A study purporting to ‘debunk’ the blood type diet theory has recently been published. [1,2] However, a closer look at the study’s experimental design raises serious questions about its conclusions, including whether in fact the participants were actually following the blood type diet at all, and given its other parameters, would it have even been possible for the study to have any other outcome.
In response, I’ve written about some of my concerns with the design of the study and consequently the strength of what conclusions can be drawn from it. I’ve also asked a few colleagues who are versed in research evaluation to read the article, look at the data, and weigh-in on the conclusions. Let’s take a look at some of the more serious flaws in the study:
1. None of the subjects actually followed the Blood Type Diet.
The study was done on 1,455 participants of the Toronto Nutrigenomics and Health study. The study’s subjects simply kept diet diaries and a ‘diet score’ was calculated to determine their adherence to the respective diet for their blood type. This is how the researchers calculated the subject’s adherence to the blood type diet:
“Based on the food items listed in the ‘Blood-Type’ diets, subjects received one positive point for consuming one serving of each recommended food item and one negative point for consuming one serving of an item on the list of foods to avoid. Foods that are listed as ‘Neutral’ were not included in the equation and do not contribute to the final score.”
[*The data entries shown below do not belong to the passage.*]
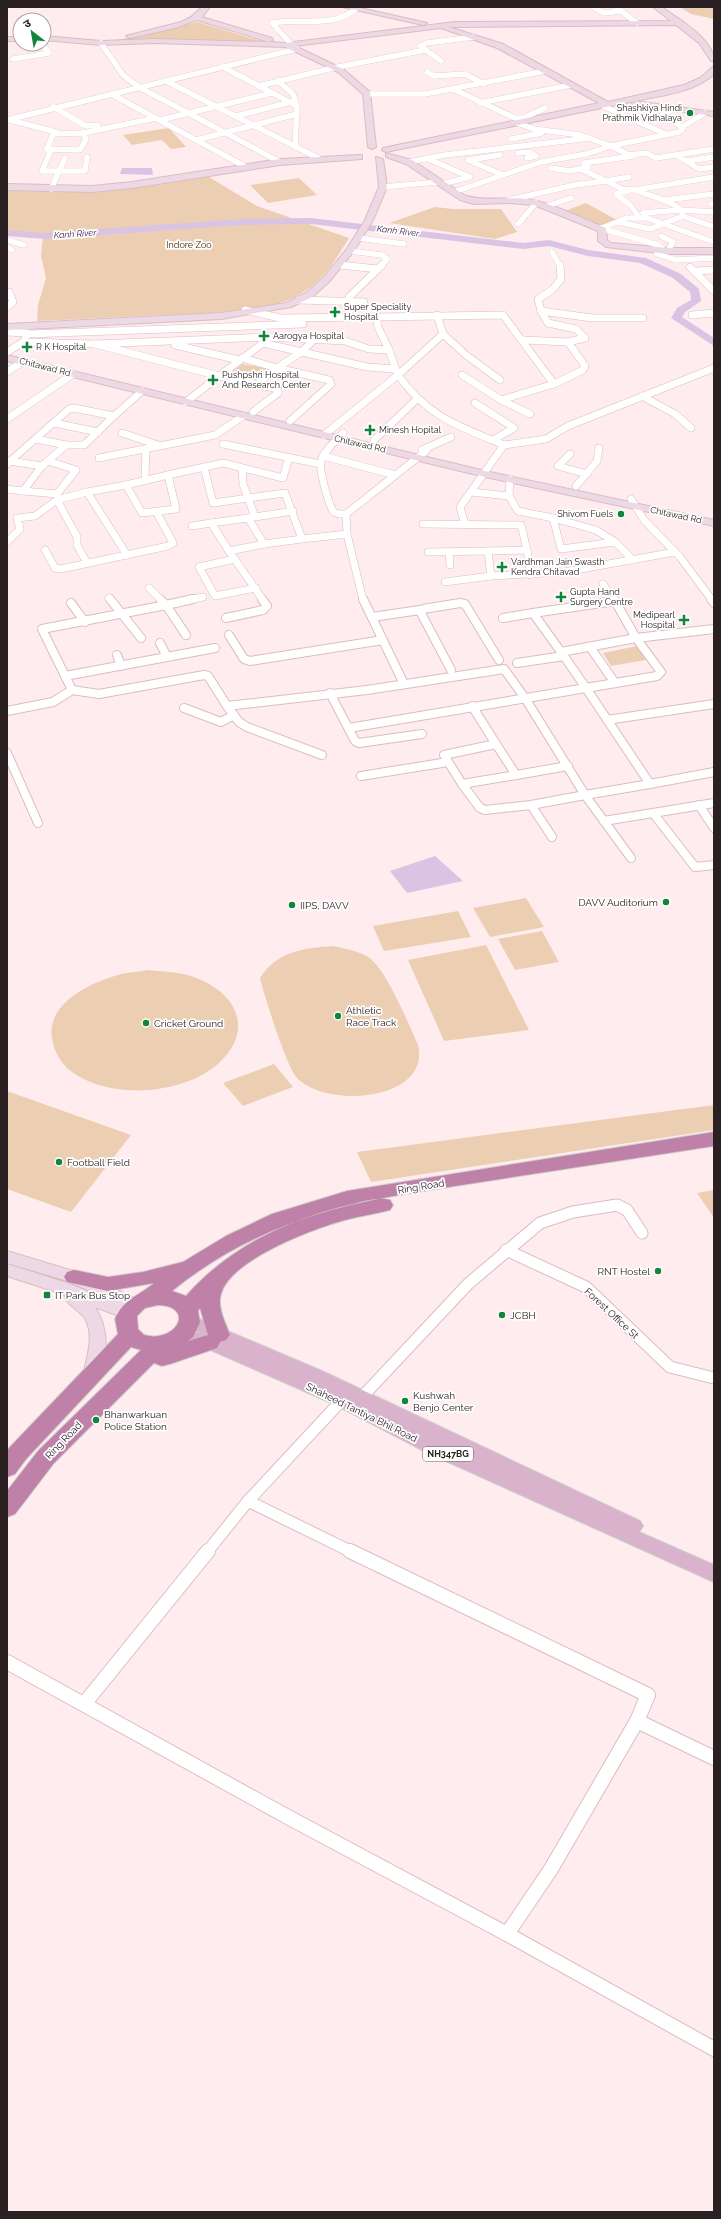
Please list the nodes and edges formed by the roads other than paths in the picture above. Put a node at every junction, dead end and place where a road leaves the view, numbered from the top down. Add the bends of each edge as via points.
1 (207, 7) edge
2 (346, 7) edge
3 (593, 7) edge
4 (616, 7) edge
5 (657, 7) edge
6 (356, 9) junction
7 (621, 11) junction
8 (198, 18) junction
9 (637, 23) junction
10 (680, 23) junction
11 (435, 25) junction
12 (473, 37) junction
13 (52, 39) edge
14 (103, 42) junction
15 (289, 46) junction
16 (425, 50) junction
17 (48, 52) edge
18 (7, 55) edge
19 (10, 59) edge
20 (714, 59) edge
21 (441, 61) dead end
22 (223, 67) junction
23 (333, 68) junction
24 (714, 68) edge
25 (545, 71) junction
26 (427, 72) dead end
27 (166, 81) junction
28 (278, 81) junction
29 (484, 84) junction
30 (572, 85) junction
31 (259, 86) junction
32 (139, 87) junction
33 (455, 90) junction
34 (272, 93) junction
35 (111, 94) junction
36 (366, 94) junction
37 (627, 101) junction
38 (291, 102) junction
39 (479, 103) junction
40 (216, 106) junction
41 (297, 106) junction
42 (605, 106) junction
43 (53, 107) junction
44 (545, 108) dead end
45 (675, 108) junction
46 (147, 113) junction
47 (188, 113) junction
48 (705, 113) junction
49 (297, 114) junction
50 (714, 114) edge
51 (236, 116) junction
52 (158, 119) junction
53 (7, 120) edge
54 (517, 123) junction
55 (255, 126) junction
56 (682, 127) junction
57 (534, 129) junction
58 (83, 133) junction
59 (227, 133) junction
60 (542, 133) junction
61 (53, 134) junction
62 (668, 135) junction
63 (592, 138) junction
64 (510, 139) dead end
65 (196, 140) junction
66 (554, 143) junction
67 (610, 146) junction
68 (295, 147) junction
69 (372, 147) junction
70 (512, 148) junction
71 (47, 149) junction
72 (714, 149) edge
73 (517, 153) junction
74 (390, 154) junction
75 (420, 154) dead end
76 (455, 154) junction
77 (633, 156) junction
78 (678, 156) junction
79 (87, 157) dead end
80 (714, 157) edge
81 (65, 158) dead end
82 (318, 158) junction
83 (426, 158) junction
84 (527, 158) dead end
85 (370, 159) junction
86 (469, 160) junction
87 (688, 161) junction
88 (280, 162) junction
89 (409, 162) junction
90 (246, 167) junction
91 (714, 167) edge
92 (551, 168) dead end
93 (583, 170) junction
94 (61, 171) junction
95 (503, 175) junction
96 (470, 177) junction
97 (629, 177) dead end
98 (714, 177) edge
99 (606, 181) junction
100 (480, 182) junction
101 (439, 183) junction
102 (7, 187) edge
103 (383, 187) junction
104 (714, 188) edge
105 (51, 189) junction
106 (632, 190) junction
107 (454, 192) junction
108 (714, 194) edge
109 (571, 198) dead end
110 (676, 198) junction
111 (509, 200) junction
112 (659, 200) junction
113 (536, 203) junction
114 (547, 206) junction
115 (714, 212) edge
116 (682, 213) junction
117 (639, 217) junction
118 (647, 218) junction
119 (616, 221) junction
120 (518, 224) dead end
121 (662, 225) junction
122 (714, 227) edge
123 (601, 228) junction
124 (361, 234) junction
125 (662, 236) dead end
126 (7, 240) edge
127 (714, 242) edge
128 (404, 244) dead end
129 (24, 245) dead end
130 (657, 250) junction
131 (350, 251) junction
132 (668, 251) junction
133 (714, 251) edge
134 (552, 252) dead end
135 (714, 258) edge
136 (714, 263) edge
137 (707, 264) dead end
138 (340, 265) junction
139 (378, 269) junction
140 (714, 270) edge
141 (714, 291) edge
142 (9, 292) dead end
143 (349, 297) dead end
144 (299, 300) junction
145 (364, 302) dead end
146 (7, 307) edge
147 (243, 310) junction
148 (253, 312) junction
149 (541, 312) junction
150 (714, 313) edge
151 (437, 315) junction
152 (692, 315) dead end
153 (376, 317) junction
154 (643, 318) dead end
155 (302, 321) junction
156 (7, 323) edge
157 (7, 327) edge
158 (7, 332) edge
159 (28, 334) junction
160 (443, 334) junction
161 (267, 337) junction
162 (305, 338) junction
163 (316, 338) junction
164 (522, 340) junction
165 (23, 342) junction
166 (162, 342) junction
167 (568, 342) junction
168 (263, 343) junction
169 (95, 344) junction
170 (389, 350) junction
171 (300, 353) junction
172 (7, 355) edge
173 (241, 359) junction
174 (22, 362) junction
175 (278, 368) junction
176 (714, 368) edge
177 (7, 372) edge
178 (396, 372) junction
179 (73, 374) junction
180 (462, 375) dead end
181 (219, 376) junction
182 (500, 380) dead end
183 (259, 384) junction
184 (554, 384) junction
185 (142, 391) junction
186 (642, 396) junction
187 (417, 399) junction
188 (188, 400) junction
189 (501, 400) junction
190 (475, 403) dead end
191 (248, 414) junction
192 (530, 414) dead end
193 (114, 416) junction
194 (7, 419) edge
195 (290, 421) junction
196 (54, 423) junction
197 (691, 428) dead end
198 (98, 432) junction
199 (122, 433) dead end
200 (333, 434) junction
201 (451, 437) dead end
202 (36, 439) junction
203 (374, 440) junction
204 (493, 440) junction
205 (223, 444) dead end
206 (66, 445) junction
207 (504, 445) junction
208 (160, 446) junction
209 (599, 448) dead end
210 (146, 449) junction
211 (422, 453) junction
212 (570, 454) dead end
213 (323, 456) junction
214 (289, 457) junction
215 (99, 458) dead end
216 (8, 462) edge
217 (45, 464) junction
218 (320, 464) junction
219 (204, 467) junction
220 (242, 468) junction
221 (487, 470) junction
222 (587, 474) junction
223 (168, 475) junction
224 (395, 475) junction
225 (145, 476) dead end
226 (283, 478) junction
227 (510, 479) junction
228 (126, 484) junction
229 (576, 486) junction
230 (7, 489) edge
231 (23, 491) junction
232 (86, 492) junction
233 (471, 492) junction
234 (285, 493) junction
235 (509, 496) junction
236 (247, 499) junction
237 (56, 500) junction
238 (632, 502) junction
239 (518, 511) junction
240 (293, 512) junction
241 (158, 513) junction
242 (346, 514) junction
243 (251, 517) junction
244 (714, 517) edge
245 (553, 518) junction
246 (211, 523) junction
247 (714, 523) edge
248 (423, 524) dead end
249 (465, 524) junction
250 (521, 525) junction
251 (192, 526) dead end
252 (347, 534) junction
253 (302, 539) junction
254 (7, 542) edge
255 (615, 542) junction
256 (264, 544) junction
257 (45, 550) dead end
258 (528, 550) junction
259 (229, 551) junction
260 (488, 551) junction
261 (428, 552) dead end
262 (449, 552) junction
263 (675, 552) junction
264 (127, 555) junction
265 (234, 559) junction
266 (633, 560) junction
267 (87, 564) junction
268 (450, 565) dead end
269 (531, 575) junction
270 (491, 576) junction
271 (445, 582) dead end
272 (603, 584) dead end
273 (149, 588) dead end
274 (256, 588) junction
275 (202, 597) dead end
276 (109, 598) dead end
277 (615, 601) junction
278 (71, 603) dead end
279 (714, 604) edge
280 (166, 605) junction
281 (420, 610) junction
282 (533, 614) junction
283 (122, 615) junction
284 (372, 617) junction
285 (226, 618) dead end
286 (503, 618) dead end
287 (85, 622) junction
288 (714, 629) edge
289 (229, 635) dead end
290 (186, 636) dead end
291 (141, 638) dead end
292 (636, 638) junction
293 (382, 640) junction
294 (160, 644) dead end
295 (590, 647) junction
296 (215, 648) dead end
297 (562, 654) junction
298 (117, 655) dead end
299 (167, 657) junction
300 (499, 660) dead end
301 (517, 663) dead end
302 (121, 666) junction
303 (451, 670) dead end
304 (65, 676) junction
305 (615, 683) junction
306 (404, 684) junction
307 (586, 688) junction
308 (72, 690) junction
309 (330, 693) junction
310 (524, 698) junction
311 (714, 704) edge
312 (227, 706) junction
313 (472, 706) junction
314 (184, 708) dead end
315 (7, 711) edge
316 (234, 715) junction
317 (607, 720) junction
318 (349, 728) junction
319 (422, 734) dead end
320 (496, 744) junction
321 (7, 752) edge
322 (322, 755) dead end
323 (448, 762) junction
324 (568, 766) junction
325 (714, 772) edge
326 (516, 775) junction
327 (361, 776) dead end
328 (462, 784) junction
329 (650, 784) junction
330 (585, 795) junction
331 (714, 803) edge
332 (531, 805) junction
333 (699, 805) junction
334 (653, 813) junction
335 (604, 821) junction
336 (38, 823) dead end
337 (714, 828) edge
338 (552, 837) dead end
339 (631, 858) dead end
340 (714, 865) edge
341 (714, 1139) edge
342 (714, 1152) edge
343 (318, 1222) junction
344 (642, 1233) dead end
345 (506, 1250) junction
346 (7, 1257) edge
347 (194, 1266) junction
348 (7, 1270) edge
349 (66, 1281) junction
350 (137, 1305) junction
351 (186, 1322) junction
352 (130, 1335) junction
353 (214, 1339) junction
354 (159, 1345) junction
355 (129, 1374) junction
356 (91, 1375) junction
357 (714, 1378) edge
358 (362, 1397) junction
359 (342, 1400) junction
360 (7, 1468) edge
361 (248, 1501) junction
362 (7, 1508) edge
363 (714, 1564) edge
364 (714, 1574) edge
365 (7, 1662) edge
366 (84, 1704) junction
367 (637, 1721) junction
368 (714, 1758) edge
369 (507, 1934) junction
370 (714, 2049) edge

1 - 8 main road
2 - 6 main road
3 - 7 street via 600,12
4 - 7 street
5 - 10 main road
6 - 11 main road
6 - 15 street via 346,18 331,22 295,20 272,23
7 - 9 street
8 - 14 main road
8 - 15 main road
9 - 10 main road
9 - 11 main road
10 - 20 main road via 702,41
11 - 12 main road
11 - 15 main road
12 - 16 street via 421,45
12 - 25 main road via 500,46
13 - 14 main road
14 - 15 main road
14 - 32 street via 124,75
15 - 22 street
15 - 23 main road
16 - 21 street
16 - 23 street
17 - 19 street
18 - 19 street
22 - 27 street
22 - 31 street
23 - 28 street
23 - 36 main road via 356,83
24 - 37 main road via 710,75 688,87
25 - 29 street
25 - 30 main road
26 - 29 street via 434,76 465,74
27 - 32 street
27 - 40 street
28 - 31 street
28 - 41 street via 297,99
29 - 33 street
30 - 39 street
30 - 42 main road
31 - 34 street
32 - 35 street
32 - 47 street
33 - 36 street via 406,96
33 - 39 street
34 - 38 street
34 - 40 street
35 - 43 street
35 - 46 street
36 - 69 main road
37 - 42 main road
37 - 45 main road
38 - 41 street
38 - 51 street
39 - 44 street via 517,119
40 - 47 street
40 - 51 street
41 - 49 street
42 - 54 main road
42 - 62 street
43 - 46 street via 89,126
43 - 53 street
45 - 48 main road
45 - 56 street via 662,115
46 - 52 street
47 - 52 street
47 - 59 street
48 - 50 main road
48 - 56 street
49 - 55 street
49 - 68 street
51 - 55 street
52 - 58 street
52 - 65 street
53 - 61 street via 53,130 56,132
54 - 57 street
54 - 74 main road
55 - 59 street
55 - 68 street
56 - 62 street via 679,132
57 - 60 street
57 - 63 street
58 - 61 street
58 - 71 street via 86,138 80,150
59 - 65 street
59 - 88 street
60 - 64 street
60 - 66 street
61 - 71 street
62 - 67 street
63 - 66 street
63 - 67 street
65 - 90 street
66 - 70 street
67 - 77 street
67 - 95 street via 586,154 541,162
68 - 82 street
69 - 74 main road
69 - 85 main road via 356,154
70 - 73 street
70 - 76 street
71 - 94 street via 50,153 42,171
72 - 78 street
73 - 84 street via 530,152 536,156
73 - 86 street
74 - 75 street
74 - 85 main road
74 - 89 main road
76 - 83 street
76 - 86 street
77 - 78 street via 646,153 656,158
77 - 93 street via 586,163 584,164 588,167
78 - 87 street
79 - 94 street via 85,171
80 - 87 street
81 - 94 street
82 - 85 main road
82 - 88 main road
83 - 89 street
83 - 96 street
85 - 103 main road
85 - 147 main road via 377,188 333,264 303,293 284,302
86 - 95 street
87 - 91 street via 700,170
88 - 90 main road
89 - 101 main road
90 - 105 main road via 132,185
92 - 93 street
93 - 99 street
94 - 105 street
95 - 100 street
96 - 100 street
96 - 101 street
97 - 99 street
98 - 106 street
99 - 106 street
99 - 111 street via 575,185
100 - 107 street
101 - 103 street
101 - 107 main road
102 - 105 main road
103 - 124 main road
104 - 110 street via 678,194
106 - 112 street
106 - 117 street via 616,194
107 - 111 main road via 474,201
108 - 110 street
109 - 114 street
110 - 112 street
111 - 113 main road
112 - 116 street via 675,204
113 - 114 main road
113 - 120 street via 527,217
114 - 123 main road
115 - 116 street
116 - 118 street via 643,213
116 - 121 street
116 - 122 street
117 - 118 street
117 - 119 street
118 - 121 street
119 - 121 street via 648,229
119 - 123 street
121 - 127 street
123 - 130 street via 662,247
123 - 130 main road via 604,234 603,243 609,246
124 - 128 street
124 - 131 main road
125 - 132 street via 673,242
126 - 129 street
130 - 132 main road
130 - 135 street via 658,255 676,260
131 - 138 main road
131 - 139 street via 386,257
132 - 133 main road
134 - 149 street via 560,264 561,279 552,290 538,299
136 - 137 street
138 - 139 street
138 - 144 main road via 318,288
139 - 143 street
140 - 141 street via 692,269
142 - 146 street via 13,302
144 - 145 street
144 - 148 main road
147 - 148 street
147 - 156 main road
148 - 155 street
148 - 157 main road via 206,317
149 - 154 street via 581,319
149 - 167 street via 548,323 576,329 585,338
150 - 152 street
151 - 153 street
151 - 160 street
151 - 164 street via 503,315
153 - 155 street
153 - 170 street
155 - 159 street
155 - 162 street
158 - 159 street
159 - 165 street
160 - 178 street
160 - 182 street
161 - 162 street
161 - 166 street
161 - 168 street
162 - 163 street
163 - 170 street
163 - 171 street
164 - 167 street
164 - 184 street
165 - 169 street
165 - 172 street
166 - 169 street
166 - 173 street
167 - 184 street via 585,366 583,370
168 - 171 street
168 - 173 street
169 - 181 street
170 - 178 street
171 - 175 street
171 - 178 street
172 - 174 main road, Chitawad Rd
172 - 188 main road, Chitawad Rd
173 - 175 street
173 - 181 street
174 - 177 street
174 - 179 main road, Chitawad Rd
175 - 183 street
175 - 195 street via 329,380 331,384
176 - 186 street
178 - 187 street
178 - 200 street
179 - 185 main road, Chitawad Rd
179 - 194 street
180 - 189 street
181 - 183 street
181 - 188 street
183 - 191 street via 279,390
184 - 189 street
185 - 188 main road, Chitawad Rd
185 - 193 street
186 - 197 street via 668,409
186 - 207 street via 568,426 551,438
187 - 203 street
187 - 204 street via 466,430
188 - 191 main road, Chitawad Rd
189 - 192 street
190 - 204 street via 514,428
191 - 195 main road, Chitawad Rd
191 - 200 main road, Chitawad Rd
191 - 208 street via 215,435
193 - 196 street via 73,408 67,410
193 - 198 street
195 - 200 main road, Chitawad Rd
196 - 198 street
196 - 202 street
198 - 206 street via 82,446
199 - 208 street
200 - 203 main road, Chitawad Rd
200 - 211 main road, Chitawad Rd
200 - 213 street
201 - 211 street
202 - 206 street
202 - 216 street
203 - 211 main road, Chitawad Rd
204 - 207 street
205 - 214 street
206 - 217 street
207 - 221 street
208 - 210 street
209 - 222 street via 597,461
210 - 215 street
210 - 225 street
211 - 221 main road, Chitawad Rd
211 - 224 street
212 - 222 street via 558,466
213 - 218 street
213 - 224 street
214 - 218 street
214 - 226 street
216 - 217 street
217 - 231 street
217 - 231 street via 76,470 58,494
218 - 242 street via 324,486 333,511
219 - 220 street via 223,463
219 - 223 street
219 - 236 street via 213,503
220 - 226 street
220 - 236 street
221 - 227 main road, Chitawad Rd
221 - 229 main road, Chitawad Rd
221 - 233 street
222 - 229 street
223 - 228 street
223 - 241 street via 176,509
224 - 242 street
226 - 234 street
227 - 235 street
227 - 238 main road, Chitawad Rd
228 - 232 street
228 - 241 street via 142,513
229 - 238 main road, Chitawad Rd
230 - 231 street
232 - 237 street
232 - 264 street
233 - 235 street
233 - 249 street via 460,507
234 - 236 street
234 - 240 street
235 - 239 street
236 - 243 street
237 - 254 street via 35,516 17,518 20,529
237 - 267 street via 77,537 76,545
238 - 244 main road, Chitawad Rd
238 - 247 main road, Chitawad Rd
238 - 263 street
239 - 245 street
239 - 250 street
240 - 243 street
240 - 253 street
241 - 264 street via 172,545
242 - 252 street
243 - 246 street
243 - 256 street
245 - 255 street via 596,530
245 - 255 street via 562,549
246 - 251 street
246 - 259 street
248 - 249 street
249 - 250 street
250 - 258 street
252 - 253 street
252 - 284 street via 364,605
253 - 256 street
255 - 266 street
256 - 259 street
257 - 267 street via 58,569
258 - 260 street
258 - 269 street
259 - 265 street
260 - 262 street
260 - 270 street
261 - 262 street
262 - 268 street
263 - 266 street
263 - 279 street
264 - 267 street
265 - 274 street
265 - 274 street via 199,567 215,596
266 - 269 street
269 - 270 street
270 - 271 street
272 - 277 street
273 - 280 street
274 - 285 street via 266,608
275 - 280 street
276 - 283 street
277 - 282 street
277 - 292 street
278 - 287 street
280 - 283 street
280 - 290 street
281 - 284 street
281 - 300 street via 465,604
281 - 303 street
282 - 286 street
282 - 297 street
283 - 287 street
283 - 291 street
284 - 293 street
287 - 304 street via 42,630
288 - 292 street
289 - 293 street via 244,659 250,661
292 - 295 street
292 - 305 street via 661,674
293 - 306 street
294 - 299 street
295 - 297 street
295 - 305 street
296 - 299 street
297 - 301 street
297 - 307 street
298 - 302 street
299 - 302 street
302 - 304 street
304 - 308 street
305 - 307 street
306 - 309 street
306 - 310 street via 504,669
307 - 310 street
307 - 317 street
308 - 312 street via 98,694 208,676
308 - 315 street via 53,702
309 - 312 street
309 - 318 street
310 - 313 street
310 - 324 street
311 - 317 street
312 - 316 street
313 - 318 street
313 - 320 street
314 - 316 street via 221,722
316 - 322 street via 247,727
317 - 329 street
318 - 319 street via 355,741 361,743
320 - 323 street via 447,753 444,755
320 - 326 street
321 - 336 street
323 - 327 street
323 - 328 street
324 - 326 street
324 - 330 street
325 - 329 street
326 - 328 street
328 - 332 street via 480,808 485,810
329 - 330 street
330 - 332 street
330 - 335 street
331 - 333 street
332 - 338 street
333 - 334 street
333 - 337 street
334 - 335 street
334 - 340 street via 695,867
335 - 339 street
341 - 347 highway, Ring Road via 399,1189 327,1203 263,1226 227,1244
342 - 343 highway, Ring Road via 377,1206
343 - 351 highway, Ring Road via 265,1243 231,1265 208,1285
343 - 353 highway via 254,1255 215,1284 210,1293 209,1303
344 - 345 street via 627,1210 617,1206 573,1212 540,1223
345 - 357 street, Forest Office St via 586,1287 670,1367
345 - 358 street via 468,1284
346 - 349 main road
347 - 349 highway via 143,1279 108,1284
347 - 350 highway, Ring Road
348 - 349 main road
349 - 350 main road
349 - 356 main road via 89,1311 97,1327 97,1348
350 - 351 highway via 172,1298
350 - 352 highway via 125,1324
351 - 353 main road, Shaheed Tantiya Bhil Road / NH347BG
351 - 354 highway via 171,1342
352 - 354 highway via 142,1343
352 - 356 highway
353 - 355 highway via 171,1354
353 - 358 main road, Shaheed Tantiya Bhil Road / NH347BG via 316,1376
353 - 359 main road, Shaheed Tantiya Bhil Road / NH347BG
354 - 355 highway, Ring Road
355 - 362 highway, Ring Road via 46,1457
356 - 360 highway
358 - 363 main road, Shaheed Tantiya Bhil Road / NH347BG
359 - 361 street
359 - 364 main road, Shaheed Tantiya Bhil Road / NH347BG via 435,1448
361 - 366 street
361 - 367 street via 648,1695
365 - 366 street
366 - 369 street
367 - 368 street
367 - 369 street via 551,1869
369 - 370 street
From the start it should be obvious that this method is a gross simplification. For example, a type A subject eating 12 ounces of high-fat hamburger three times per week would have a ‘0’ rating if they garnished the hamburger with onions. Simply giving +1 and -1 values for following or not following the food choices will most likely result in the subject’s results simply marching backwards and forwards and often just canceling out.
Dr. Ryan Partovi: “My problem with this methodology is that two people —one who eats mostly neutrals and a few beneficials could end up with the same score as someone who eats heaps of avoids and then just covers them up with a slightly greater number of beneficials. That’s not the way I’ve found the BTD to work. You can’t offset avoids with beneficials.”
Dr. Natalie Colicci: “I’m fairly certain you do not recommend white bread and potato chips to any patients”.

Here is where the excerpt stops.